13th International Conference on Advanced Materials and Nanotechnology


Ai-Li Shiau

National Cheng Kung University, Taiwan

Posters & Accepted Abstracts: Res. Rev. J Mat. Sci

DOI: 10.4172/2321-6212-C1-009


Psoriasis is a common chronic inflammatory skin disease, characterized by abnormal differentiation and proliferation of keratinocytes, angiogenesis and infiltration of inflammatory cells that secrete Th1 and Th17 associated cytokines in the skin lesion, such as TNF-α, IL-17 and IL-20. Although mRNAs that encode cytokines are short-lived mRNAs in eukaryotes, the premRNAs, which contain AU-Rich Elements (AREs) in their 3’-untranslated regions, are recognized and stabilized by Human Antigen R (HuR), an RNA-binding protein, for post-transcription. Previous studies have suggested that HuR is involved in the stabilization of mRNAs in the psoriatic skin. HuR binds to and regulates IL-20 mRNA and relocalizes to the cytoplasm of psoriatic keratinocytes. Furthermore, HuR can bind numerous transcripts involved in the pathogenesis of psoriasis. Therefore, HuR may be a potential therapeutic target for psoriasis. In the present study, we tested several novel oligopeptides that targeted the RNA binding site of HuR as therapeutic agents for psoriasis. A mouse model of imiquimod (IMQ)-induced psoriasis-like dermatitis was generated in BALB/c mice by daily topical application of IMQ cream on the ear from days 0 to 9. The mice were treated with oligopeptides from days 5 to 10. The pathological features of psoriasis were scored daily using the thickness gauge and clinical Psoriasis Area and Severity Index (PASI). We found that the oligopeptide JS-1 could significantly ameliorate psoriasis pathogenesis in a dose-dependent manner. The oligopeptide affected the HuR downstream signaling pathway. Collectively, this study may provide an alternative therapeutic strategy for psoriasis.

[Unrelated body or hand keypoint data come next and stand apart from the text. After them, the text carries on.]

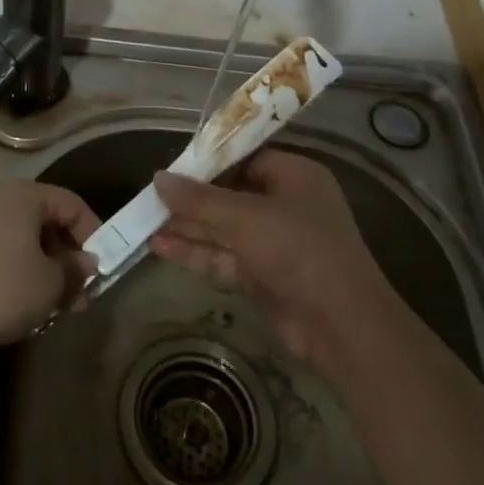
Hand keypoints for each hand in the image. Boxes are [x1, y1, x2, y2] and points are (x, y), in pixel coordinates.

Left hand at [0, 180, 99, 359]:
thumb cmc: (0, 290)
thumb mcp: (50, 284)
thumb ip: (75, 270)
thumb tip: (87, 263)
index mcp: (24, 195)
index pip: (72, 204)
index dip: (93, 234)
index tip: (101, 270)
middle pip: (44, 219)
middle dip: (66, 256)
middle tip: (79, 295)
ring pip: (19, 237)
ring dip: (41, 266)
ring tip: (51, 305)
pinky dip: (13, 269)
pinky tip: (17, 303)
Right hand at [150, 149, 393, 369]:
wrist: (340, 325)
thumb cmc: (298, 250)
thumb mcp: (245, 217)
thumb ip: (199, 199)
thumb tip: (158, 178)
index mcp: (293, 176)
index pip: (244, 159)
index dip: (207, 162)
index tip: (171, 166)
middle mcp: (284, 204)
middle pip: (229, 194)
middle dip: (190, 198)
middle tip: (148, 196)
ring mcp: (273, 242)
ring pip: (222, 228)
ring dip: (186, 226)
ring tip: (143, 221)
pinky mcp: (262, 274)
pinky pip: (223, 256)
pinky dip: (194, 251)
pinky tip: (159, 246)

Ai-Li Shiau is a Distinguished Professor of the Department of Microbiology and Immunology and Institute of Clinical Medicine, College of Medicine, National Cheng Kung University, Taiwan. She currently serves as the Head of the Department of Microbiology and Immunology, NCKU. She has received her PhD in Molecular Biology from University of Edinburgh. She has expertise in viral vectors for gene therapy and vaccine applications and published more than 100 papers in peerreviewed international journals.